What are the basic steps? Take your home network, tell your router to forward all incoming port 80 (which is web browsing) traffic to a specified internal IP address, then build a computer and give it that IP address. All that's left is adding on web server software, adding in any other features you need, uploading your web content, and telling the world that your website domain has a new IP address. The trick here is the difference between dynamic and static IP addressing. When you connect to the Internet, your ISP will assign an IP to you - if it's dynamic, that IP will be assigned to you from a large pool IP addresses, and you will have no way of knowing what IP you will be given prior to connecting - not very practical if you want to host a web site, though. Having a static IP means that, for a nominal extra fee, each time you connect, your ISP assigns the same address to you each time you connect - you'll always have the same IP address, thus as long as you stay connected, your mini-web server can stay online. Your domain, specifically your www hostname (www.mycompanyname.com or www.myfamilyname.net) will be configured with your Internet connection's static IP address, which will point web users to your router. Your router will then act as a police office and redirect web traffic inside your network to your web server, which will then feed your website content out over the Internet.

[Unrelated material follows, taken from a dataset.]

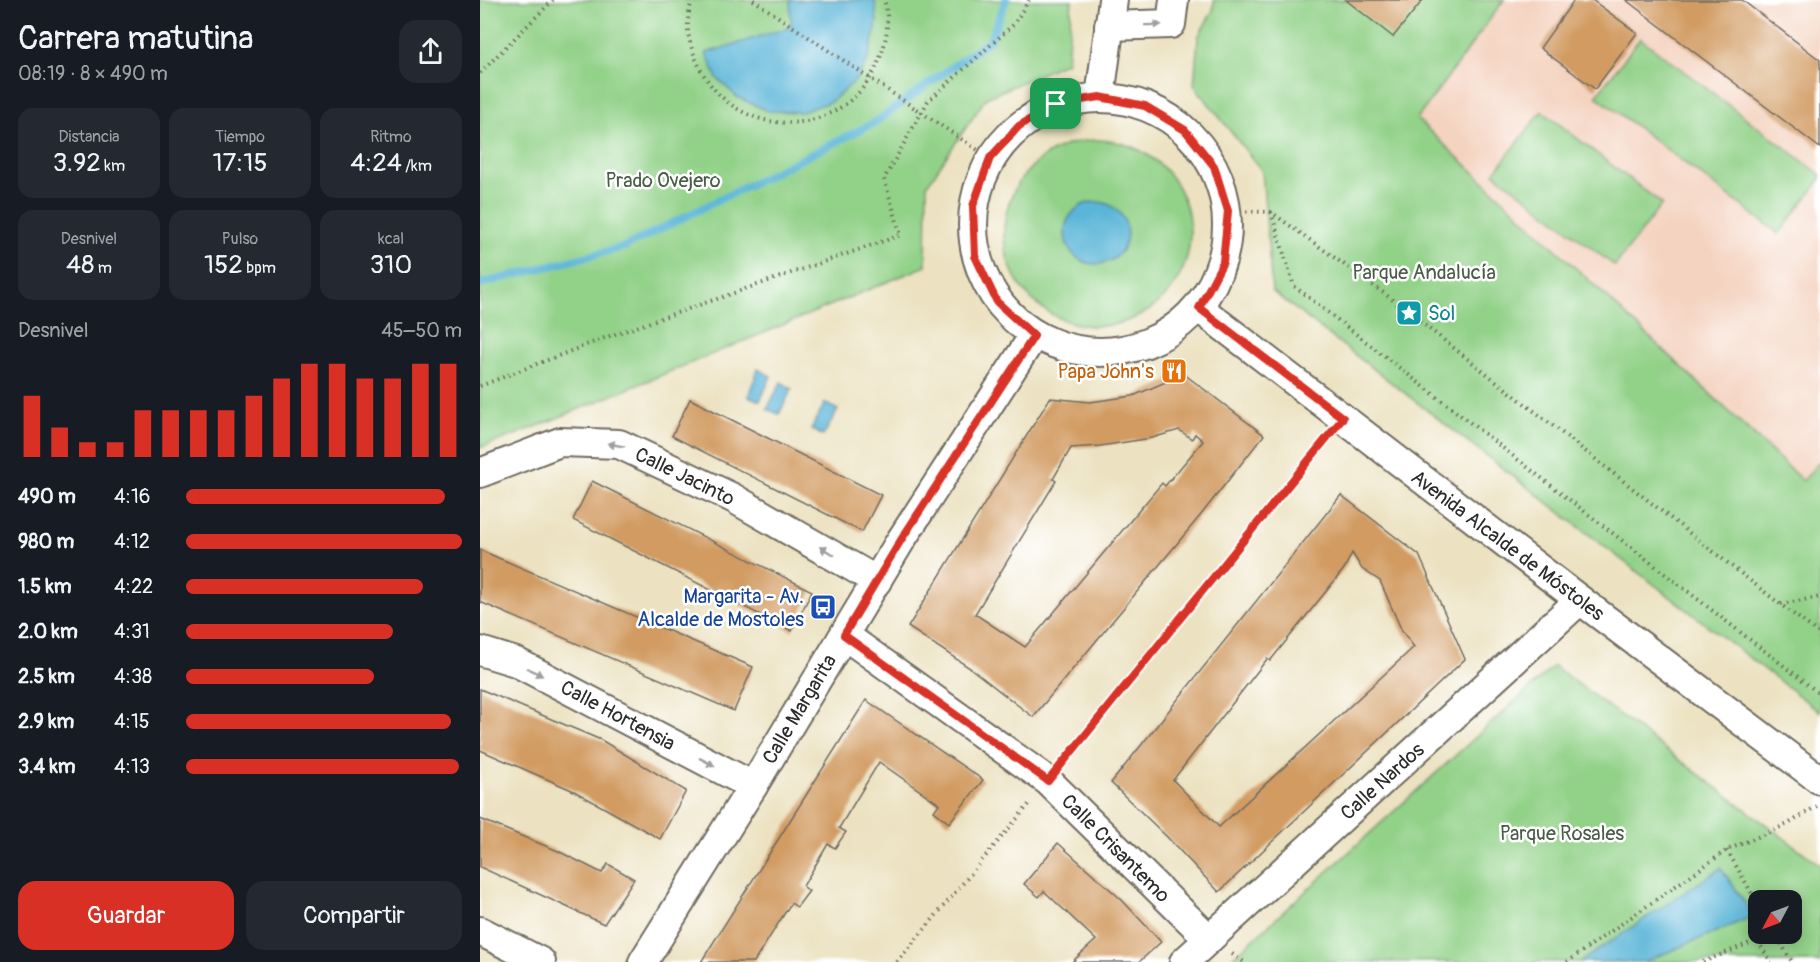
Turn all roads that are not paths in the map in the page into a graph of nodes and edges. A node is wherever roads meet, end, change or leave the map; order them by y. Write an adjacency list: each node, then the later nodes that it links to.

Some important considerations as you may want to add on a few things for safety and security, including a small UPS, which can run you around $100 or less, to power your router, modem and web server in case of a brief power failure, or a few spare parts for your computer in case it breaks. Definitely enable firewalling rules on your router - only point over the ports that you know you will be using:

PortServiceLikely use
21FTPThe best way to send files, but will you be sending files home from the outside?
22SSHA smart idea to leave open so you can connect to your home computer from the outside world - close it if you don't intend on using it
25MailUnlikely, but possible that advanced users could use this port to send mail
80WWWVery likely - web traffic by default uses this port to send data
110POP3 mailIt is unlikely that anyone but an expert will need this open

As to the operating system itself, the Windows and Linux camps are fairly heavily entrenched in their positions that their OS is the best, and that the other is inefficient. Generally speaking, Windows systems are easier to install and maintain, but have more expensive software options and questionable uptime reliability, and Linux systems are more difficult to build and configure, but have free open-source software applications for most purposes and can stay online for years at a time. Macs have brought respectability in the geek community as Apple merges a Unix base to it's graphical operating system, but the community using those systems as web servers is smaller, leaving a smaller group of people to ask questions of when things break. In either case, you can control what programs are installed to support your website, and you can tailor the entire server for the purpose you want - without having to beg and plead an ISPs technical support group to install the one thing missing for your project.